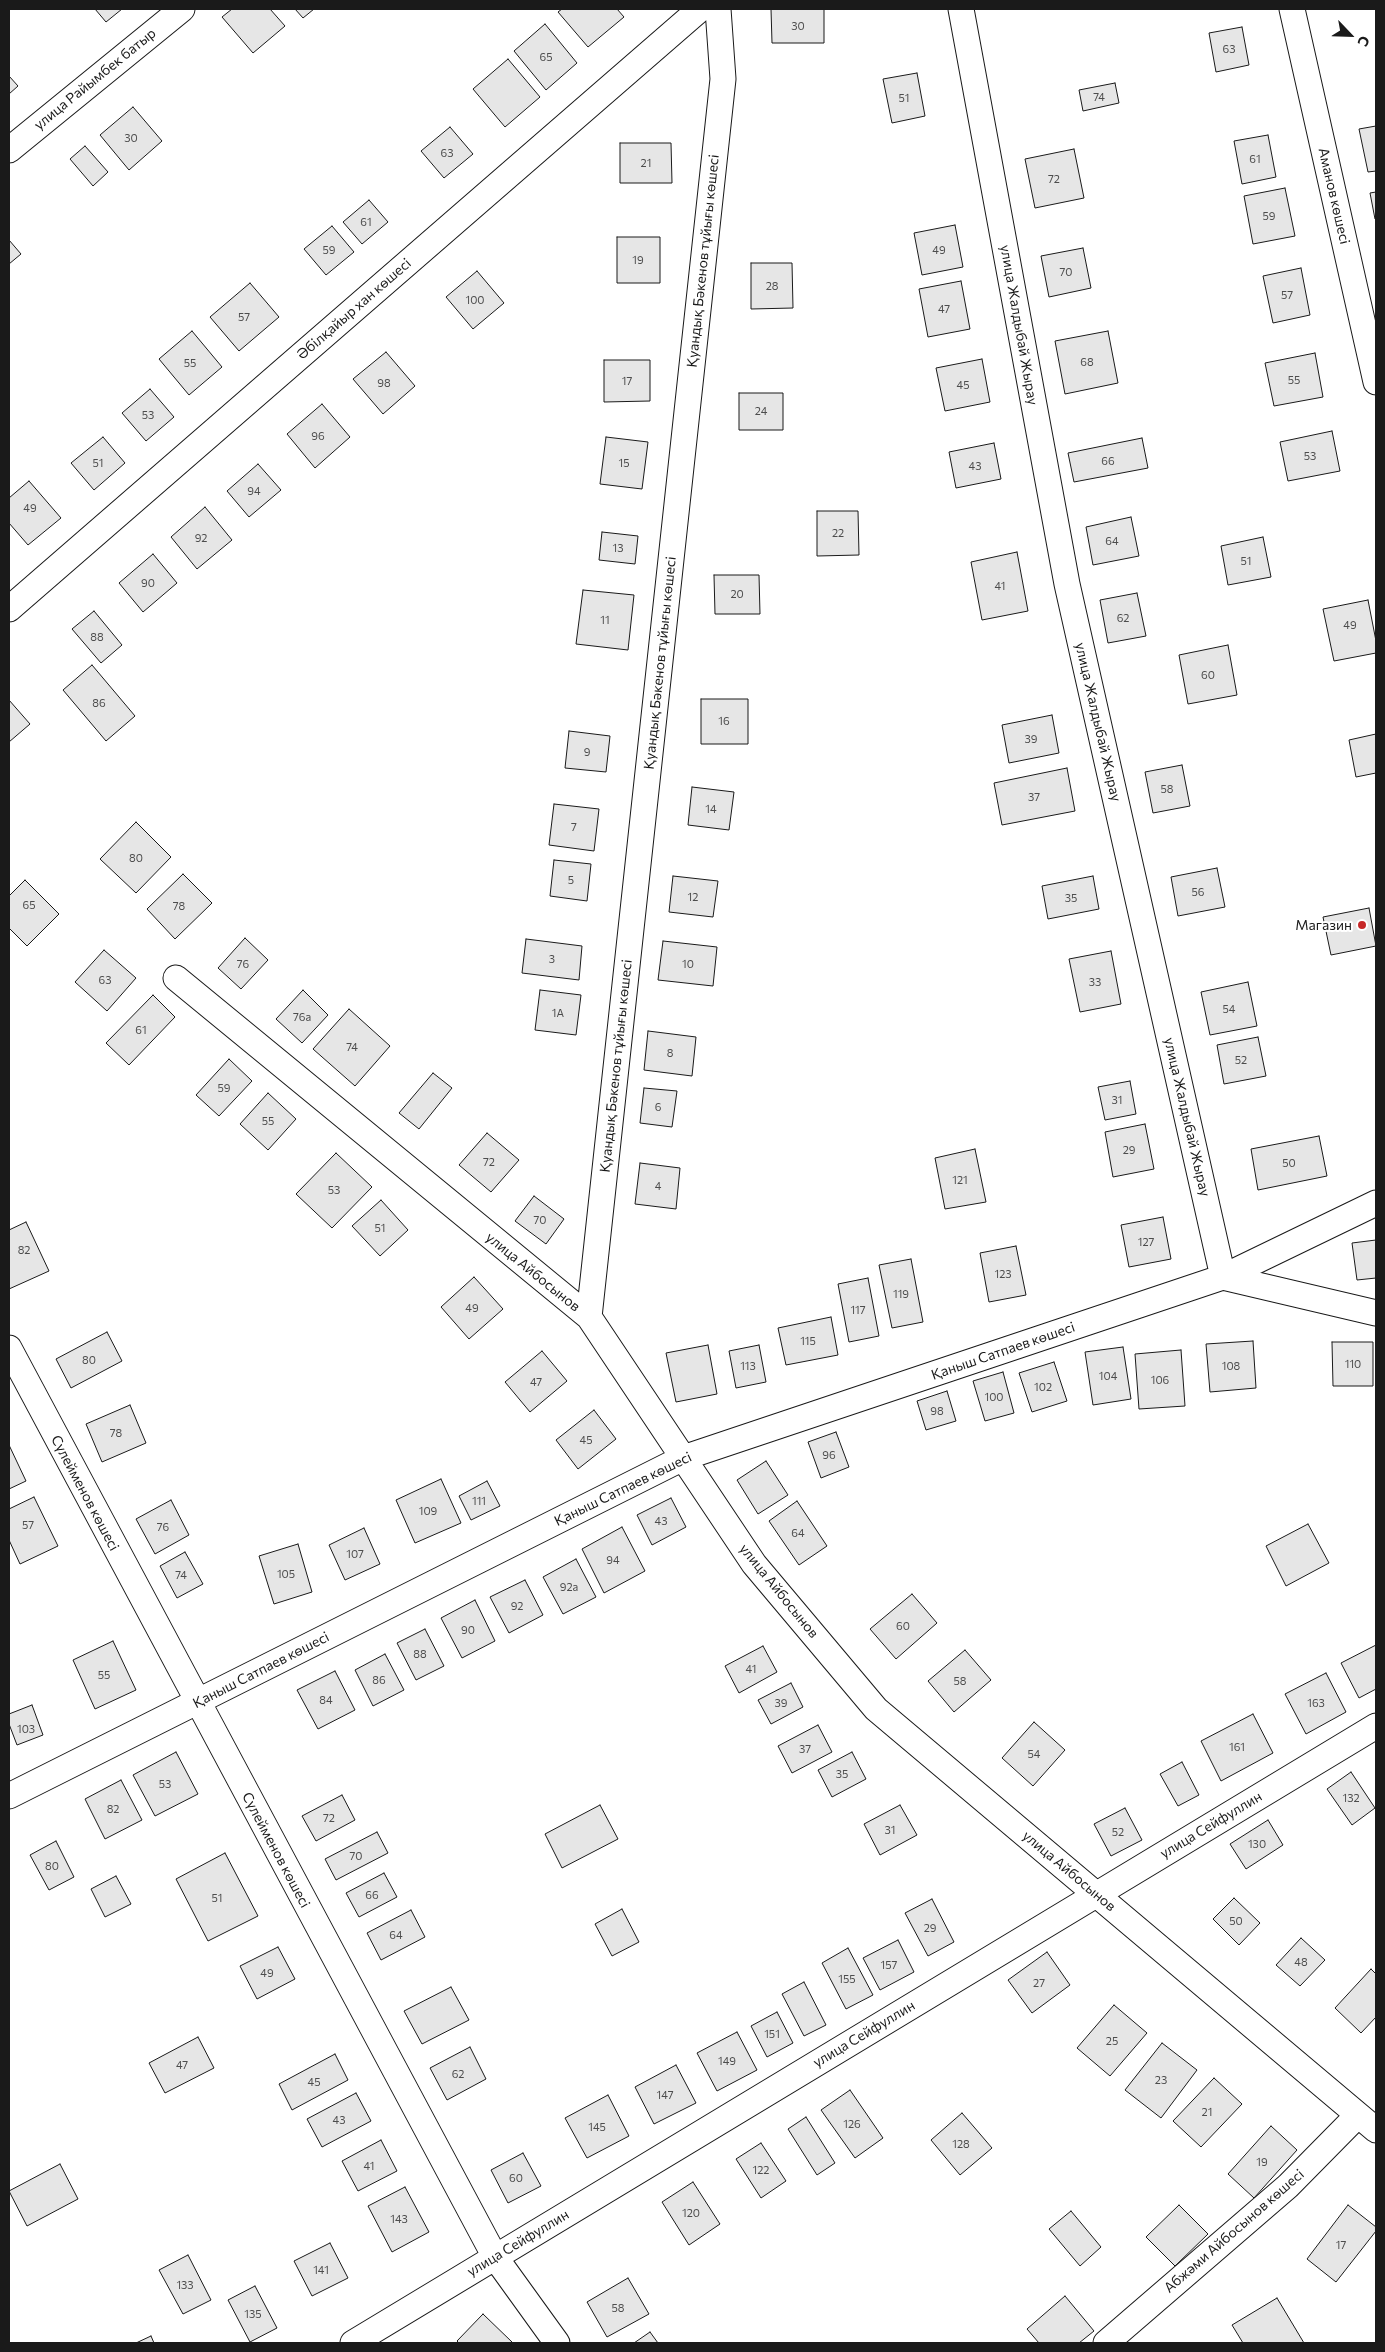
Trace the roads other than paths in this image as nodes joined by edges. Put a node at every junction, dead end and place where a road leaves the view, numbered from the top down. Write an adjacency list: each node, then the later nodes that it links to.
1 (182, 9): 6 (street, улица Райымбек батыр)
2 (700, 9): 8 (street, Әбілқайыр хан көшесі)
3 (718, 9): 13 (street, Қуандық Бәкенов тұйығы көшесі)
4 (961, 9): 11 (street, улица Жалдыбай Жырау)
5 (1292, 9): 7 (street, Аманов көшесі)
6 (9, 150)
7 (1376, 382)
8 (9, 609)
9 (176, 978): 13 (street, улица Айбосынов)
10 (1376, 1203): 11 (street, Қаныш Сатпаев көшесі)
11 (1223, 1277): 12 (street); 15 (street, Қаныш Сатпаев көшесі)
12 (1376, 1313)
13 (589, 1317): 15 (street, улица Айбосынов)
14 (9, 1348): 16 (street, Сүлейменов көшесі)
15 (683, 1458): 16 (street, Қаныш Сатпаев көшесі); 19 (street, улица Айбосынов)
16 (197, 1702): 18 (street, Қаныш Сатпаев көшесі); 22 (street, Сүлейменов көшесі)
17 (1376, 1726): 19 (street, улица Сейфуллин)
18 (9, 1796)
19 (1096, 1894): 20 (street, улица Айбосынов); 22 (street, улица Сейфуллин)
20 (1358, 2115): 21 (street, улица Айбосынов); 25 (street, Абжәми Айбосынов көшесі)
21 (1376, 2130)
22 (495, 2257): 23 (street, улица Сейфуллин); 24 (street, Сүлейменов көшесі)
23 (353, 2343)
24 (557, 2343)
25 (1106, 2343)

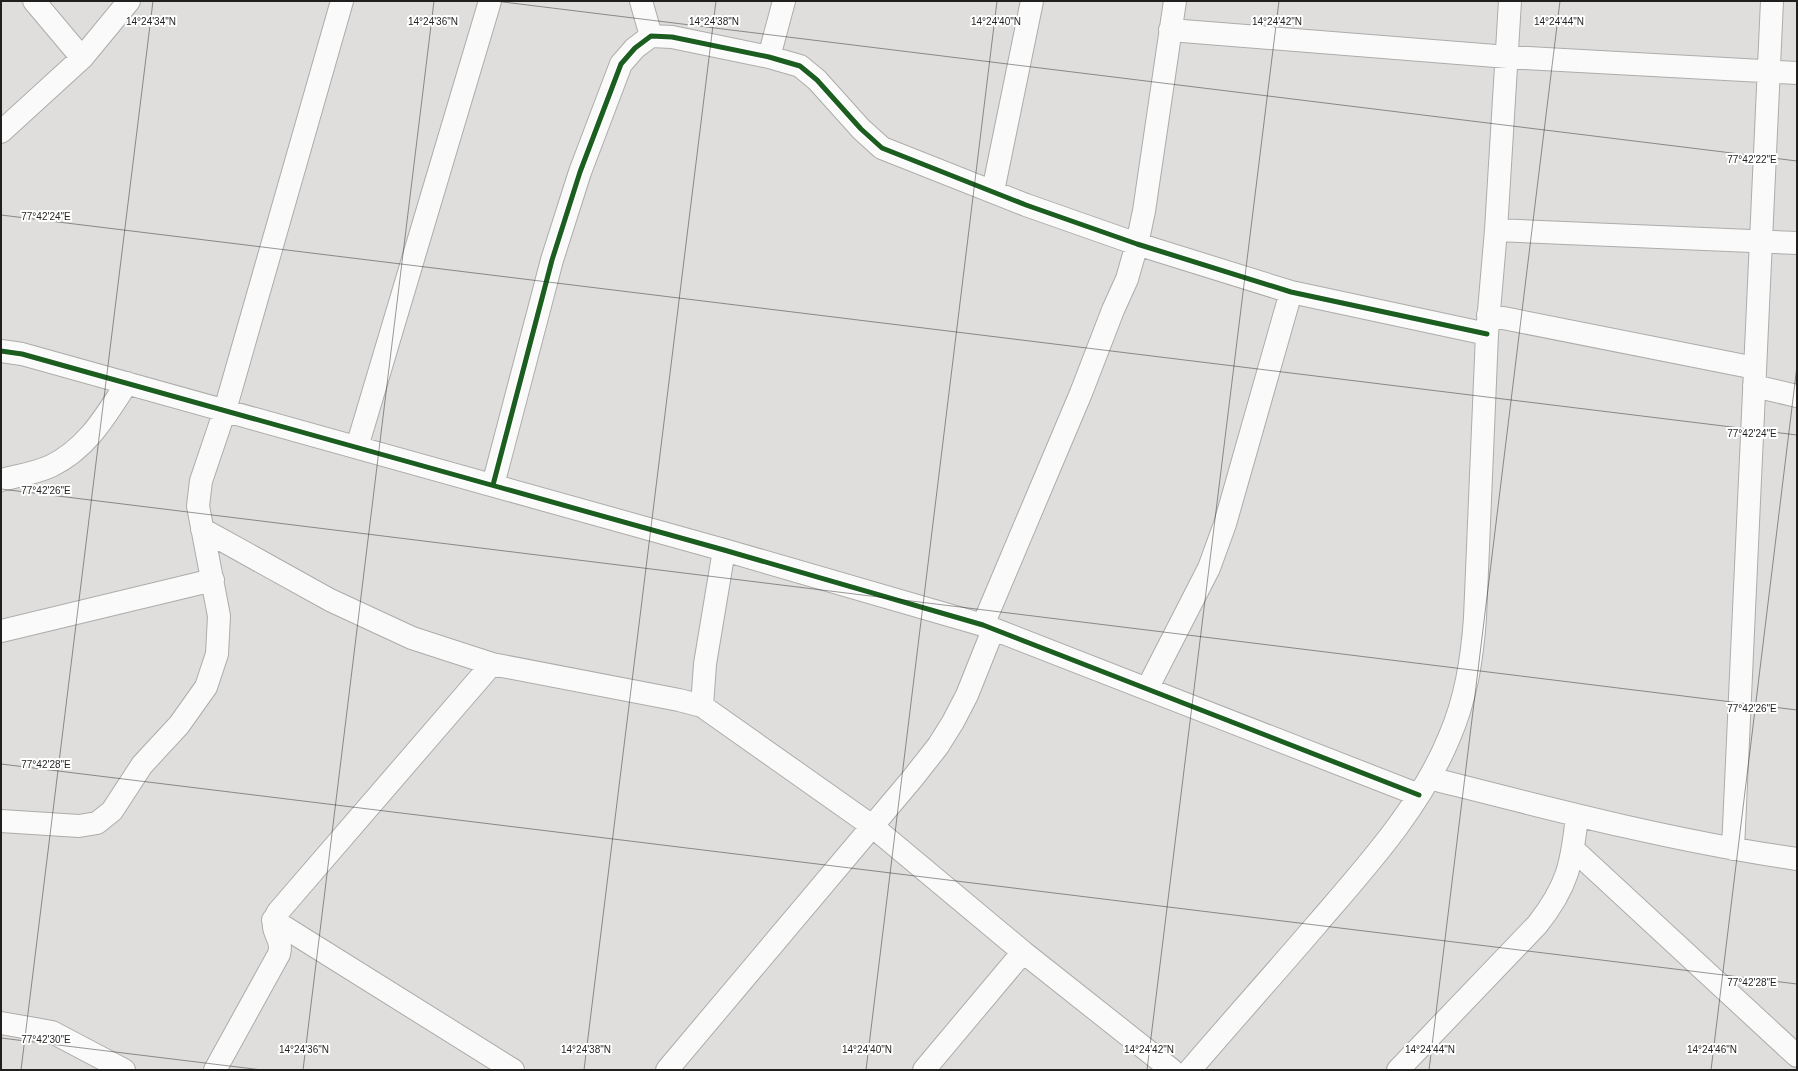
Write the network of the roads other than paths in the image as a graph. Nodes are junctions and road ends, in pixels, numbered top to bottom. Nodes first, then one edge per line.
1 (34, 1) edge
2 (129, 1) edge
3 (342, 1) edge
4 (490, 1) edge
5 (641, 1) edge
6 (784, 1) edge
7 (1032, 1) edge
8 (1175, 1) edge
9 (1510, 1) edge
10 (1772, 1) edge
11 (1170, 30) junction
12 (651, 36) junction
13 (769, 57) junction
14 (1508, 57) junction
15 (82, 58) junction
16 (1768, 71) junction
17 (1797, 73) edge
18 (1, 132) edge
19 (993, 191) junction
20 (1496, 230) junction
21 (1761, 241) junction
22 (1797, 243) edge
23 (1137, 244) junction
24 (1291, 292) junction
25 (1488, 325) junction
26 (1, 351) edge
27 (1754, 377) junction
28 (127, 383) junction
29 (1797, 396) edge
30 (225, 410) junction
31 (356, 447) junction
32 (1, 480) edge
33 (493, 485) junction
34 (202, 528) junction
35 (724, 550) junction
36 (213, 580) junction
37 (988, 627) junction
38 (1, 630) edge
39 (492, 664) junction
40 (1147, 690) junction
41 (702, 706) junction
42 (1424, 787) junction
43 (1577, 816) junction
44 (1, 821) edge
45 (872, 826) junction
46 (1573, 849) junction
47 (1733, 849) junction
48 (1797, 859) edge
49 (273, 920) junction
50 (1023, 952) junction
51 (1, 1023) edge
52 (1797, 1056) edge
53 (1402, 1069) edge
54 (124, 1070) edge
55 (215, 1070) edge
56 (513, 1070) edge
57 (667, 1070) edge
58 (924, 1070) edge
59 (1172, 1070) edge
60 (1190, 1070) edge

1 - 15 street
2 - 15 street
3 - 30 street
4 - 31 street
5 - 12 street
6 - 13 street
7 - 19 street
8 - 11 street
9 - 14 street
10 - 16 street
11 - 14 street
11 - 23 street
12 - 13 street
12 - 33 street
13 - 19 street
14 - 16 street
14 - 20 street
15 - 18 street
16 - 17 street
16 - 21 street
19 - 23 street
20 - 21 street
20 - 25 street
21 - 22 street
21 - 27 street
23 - 24 street
23 - 37 street
24 - 25 street
24 - 40 street
25 - 27 street
25 - 42 street
26 - 28 street
27 - 29 street
27 - 47 street
28 - 30 street
28 - 32 street
30 - 31 street
30 - 34 street
31 - 33 street
33 - 35 street
34 - 36 street
34 - 39 street
35 - 37 street
35 - 41 street
36 - 38 street
36 - 44 street
37 - 40 street
37 - 45 street
39 - 41 street
39 - 49 street
40 - 42 street
41 - 45 street
42 - 43 street
42 - 60 street
43 - 46 street
43 - 47 street
45 - 50 street
45 - 57 street
46 - 52 street
46 - 53 street
47 - 48 street
49 - 55 street
49 - 56 street
50 - 58 street
50 - 59 street
51 - 54 street

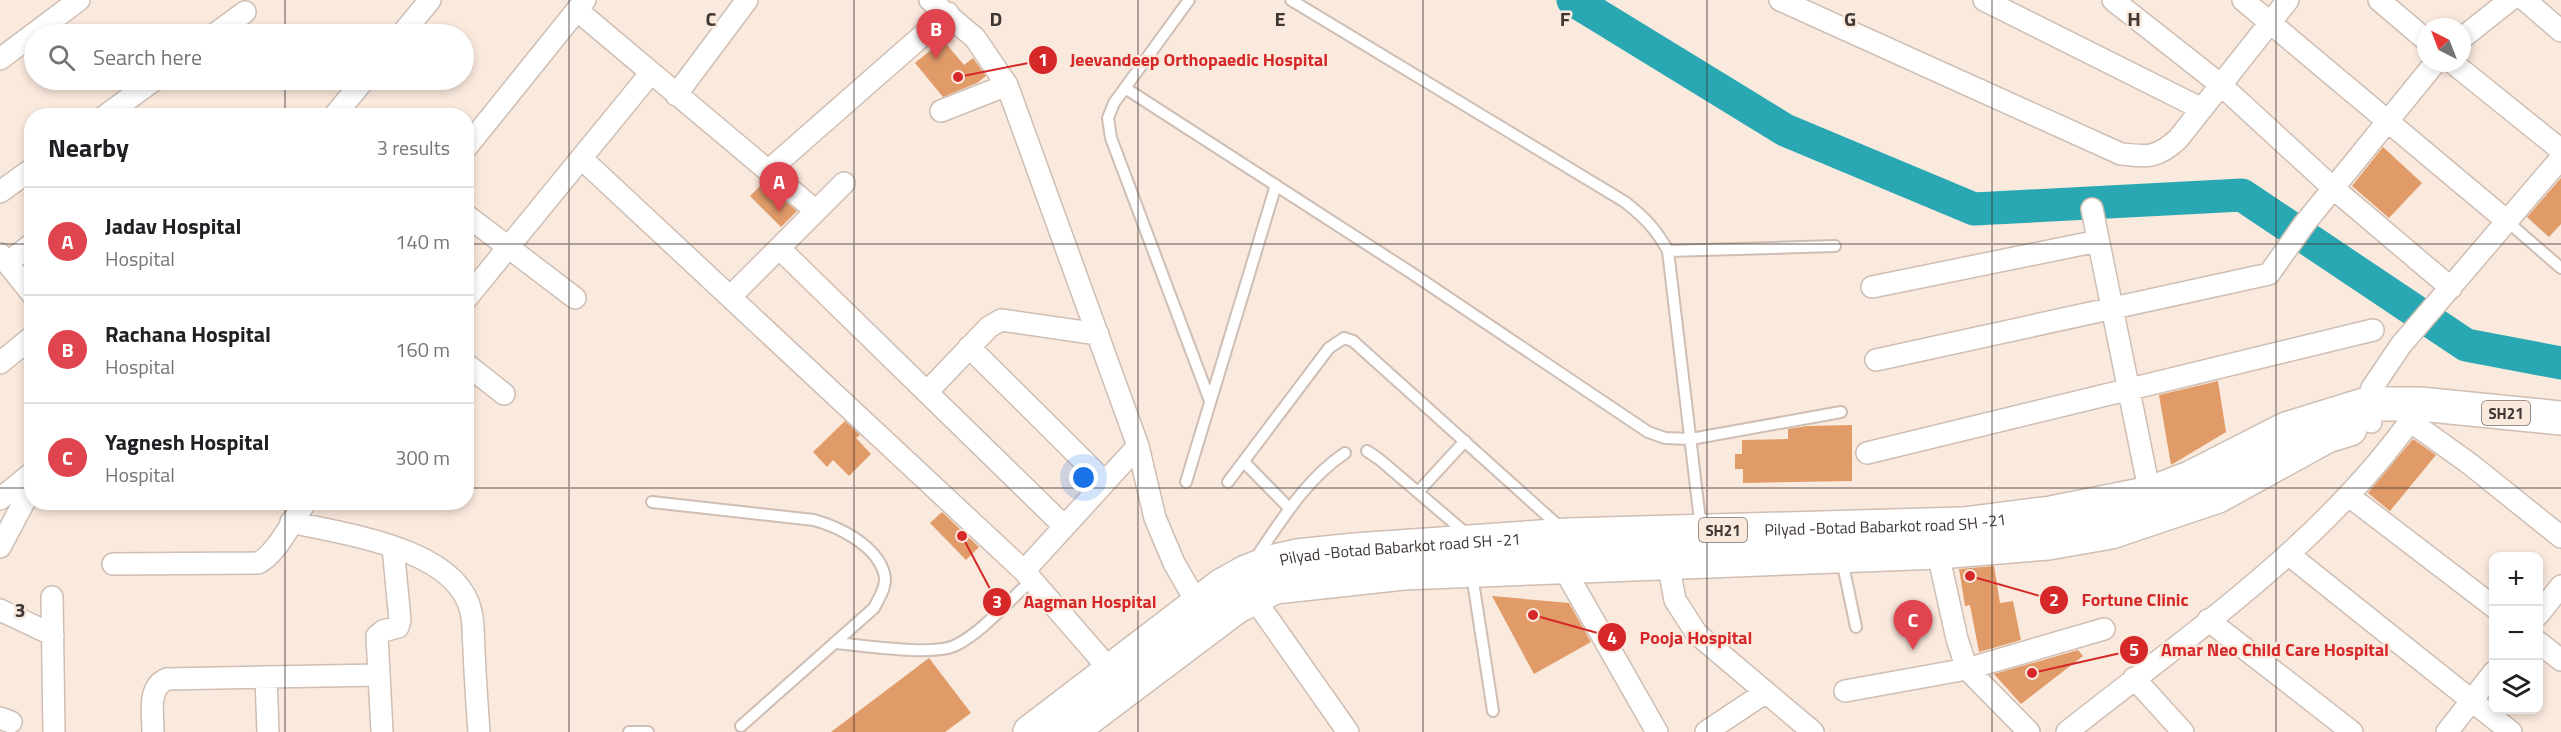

WHAT YOU ARE ASKED TO DO: From the records above, return each line where "Сүлейменов" occurs.

TASK ANSWER:
14 (9, 1348): 16 (street, Сүлейменов көшесі)
16 (197, 1702): 18 (street, Қаныш Сатпаев көшесі); 22 (street, Сүлейменов көшесі)
22 (495, 2257): 23 (street, улица Сейфуллин); 24 (street, Сүлейменов көшесі)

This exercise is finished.